### Exercise instructions
Scan the listing below for the word "name" and copy every line where it occurs.
[[ Supplied information, beginning ]]
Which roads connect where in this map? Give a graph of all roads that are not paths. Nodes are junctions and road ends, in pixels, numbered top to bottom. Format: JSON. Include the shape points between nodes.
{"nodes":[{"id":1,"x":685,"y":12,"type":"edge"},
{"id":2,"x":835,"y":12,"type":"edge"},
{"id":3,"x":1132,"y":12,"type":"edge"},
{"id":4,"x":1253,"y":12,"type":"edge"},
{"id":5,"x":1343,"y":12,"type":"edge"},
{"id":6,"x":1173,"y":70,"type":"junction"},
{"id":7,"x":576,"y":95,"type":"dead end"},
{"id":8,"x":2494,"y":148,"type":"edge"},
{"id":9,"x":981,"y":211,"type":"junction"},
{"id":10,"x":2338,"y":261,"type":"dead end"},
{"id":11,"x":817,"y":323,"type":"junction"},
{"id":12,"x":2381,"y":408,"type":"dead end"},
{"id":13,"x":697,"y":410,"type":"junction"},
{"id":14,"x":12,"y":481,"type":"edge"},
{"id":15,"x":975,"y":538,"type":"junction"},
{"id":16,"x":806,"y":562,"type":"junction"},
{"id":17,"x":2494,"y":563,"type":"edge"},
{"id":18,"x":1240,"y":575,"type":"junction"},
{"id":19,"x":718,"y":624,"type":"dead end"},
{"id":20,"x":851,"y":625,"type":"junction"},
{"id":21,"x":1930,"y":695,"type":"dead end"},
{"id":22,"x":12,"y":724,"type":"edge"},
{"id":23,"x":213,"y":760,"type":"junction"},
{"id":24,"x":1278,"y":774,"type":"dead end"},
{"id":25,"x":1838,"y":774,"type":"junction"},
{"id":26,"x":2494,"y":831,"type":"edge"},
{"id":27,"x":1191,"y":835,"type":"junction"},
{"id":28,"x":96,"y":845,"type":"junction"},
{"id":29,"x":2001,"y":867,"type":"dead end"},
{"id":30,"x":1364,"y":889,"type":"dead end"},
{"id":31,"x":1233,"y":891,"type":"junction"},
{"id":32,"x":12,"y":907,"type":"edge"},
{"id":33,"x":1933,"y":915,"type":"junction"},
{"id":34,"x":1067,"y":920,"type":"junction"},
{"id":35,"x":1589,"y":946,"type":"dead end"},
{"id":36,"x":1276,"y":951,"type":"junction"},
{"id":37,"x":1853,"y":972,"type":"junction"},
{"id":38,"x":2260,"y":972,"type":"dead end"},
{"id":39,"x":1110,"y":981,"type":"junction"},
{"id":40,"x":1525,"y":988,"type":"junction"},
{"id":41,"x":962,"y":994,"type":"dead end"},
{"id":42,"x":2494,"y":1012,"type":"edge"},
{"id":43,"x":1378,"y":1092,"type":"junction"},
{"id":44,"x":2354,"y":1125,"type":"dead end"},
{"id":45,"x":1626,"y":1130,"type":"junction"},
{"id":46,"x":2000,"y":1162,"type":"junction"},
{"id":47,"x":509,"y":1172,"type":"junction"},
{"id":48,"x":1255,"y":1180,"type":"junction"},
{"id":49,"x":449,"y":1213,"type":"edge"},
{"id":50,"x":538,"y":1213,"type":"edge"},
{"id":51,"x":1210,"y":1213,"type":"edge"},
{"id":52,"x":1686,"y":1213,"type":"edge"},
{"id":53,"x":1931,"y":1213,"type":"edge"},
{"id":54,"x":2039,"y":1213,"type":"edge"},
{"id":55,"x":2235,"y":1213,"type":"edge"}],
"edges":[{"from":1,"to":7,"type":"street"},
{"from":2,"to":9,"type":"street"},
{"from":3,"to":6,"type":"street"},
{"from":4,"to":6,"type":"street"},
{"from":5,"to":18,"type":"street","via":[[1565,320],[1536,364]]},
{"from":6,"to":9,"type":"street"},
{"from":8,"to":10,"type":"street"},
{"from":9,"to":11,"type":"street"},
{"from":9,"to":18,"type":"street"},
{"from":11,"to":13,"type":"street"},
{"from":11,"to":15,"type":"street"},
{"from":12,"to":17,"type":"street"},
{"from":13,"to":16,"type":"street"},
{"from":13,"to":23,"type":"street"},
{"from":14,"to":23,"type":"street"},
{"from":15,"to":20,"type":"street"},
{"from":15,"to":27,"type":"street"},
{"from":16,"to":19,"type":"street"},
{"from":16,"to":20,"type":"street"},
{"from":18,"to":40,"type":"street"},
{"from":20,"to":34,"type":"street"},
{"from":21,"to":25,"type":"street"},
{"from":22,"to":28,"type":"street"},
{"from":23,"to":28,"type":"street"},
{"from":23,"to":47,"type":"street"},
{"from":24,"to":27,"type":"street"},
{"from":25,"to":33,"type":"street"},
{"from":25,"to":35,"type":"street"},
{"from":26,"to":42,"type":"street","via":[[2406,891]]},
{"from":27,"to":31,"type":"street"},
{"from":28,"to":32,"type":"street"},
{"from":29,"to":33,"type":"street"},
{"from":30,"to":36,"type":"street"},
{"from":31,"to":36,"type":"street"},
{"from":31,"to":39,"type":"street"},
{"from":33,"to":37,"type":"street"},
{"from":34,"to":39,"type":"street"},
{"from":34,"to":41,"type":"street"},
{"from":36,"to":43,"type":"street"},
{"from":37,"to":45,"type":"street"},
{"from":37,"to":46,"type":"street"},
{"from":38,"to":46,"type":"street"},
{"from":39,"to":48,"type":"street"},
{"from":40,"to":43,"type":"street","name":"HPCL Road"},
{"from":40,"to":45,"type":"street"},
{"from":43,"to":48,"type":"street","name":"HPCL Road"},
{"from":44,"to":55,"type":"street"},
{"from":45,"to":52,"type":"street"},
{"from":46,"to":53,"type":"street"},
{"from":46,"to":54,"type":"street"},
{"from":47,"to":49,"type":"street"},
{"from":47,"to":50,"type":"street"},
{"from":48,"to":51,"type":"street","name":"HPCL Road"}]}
[[ Supplied information, end ]]
### Response to this exercise
{"from":40,"to":43,"type":"street","name":"HPCL Road"},
{"from":43,"to":48,"type":"street","name":"HPCL Road"},
{"from":48,"to":51,"type":"street","name":"HPCL Road"}]}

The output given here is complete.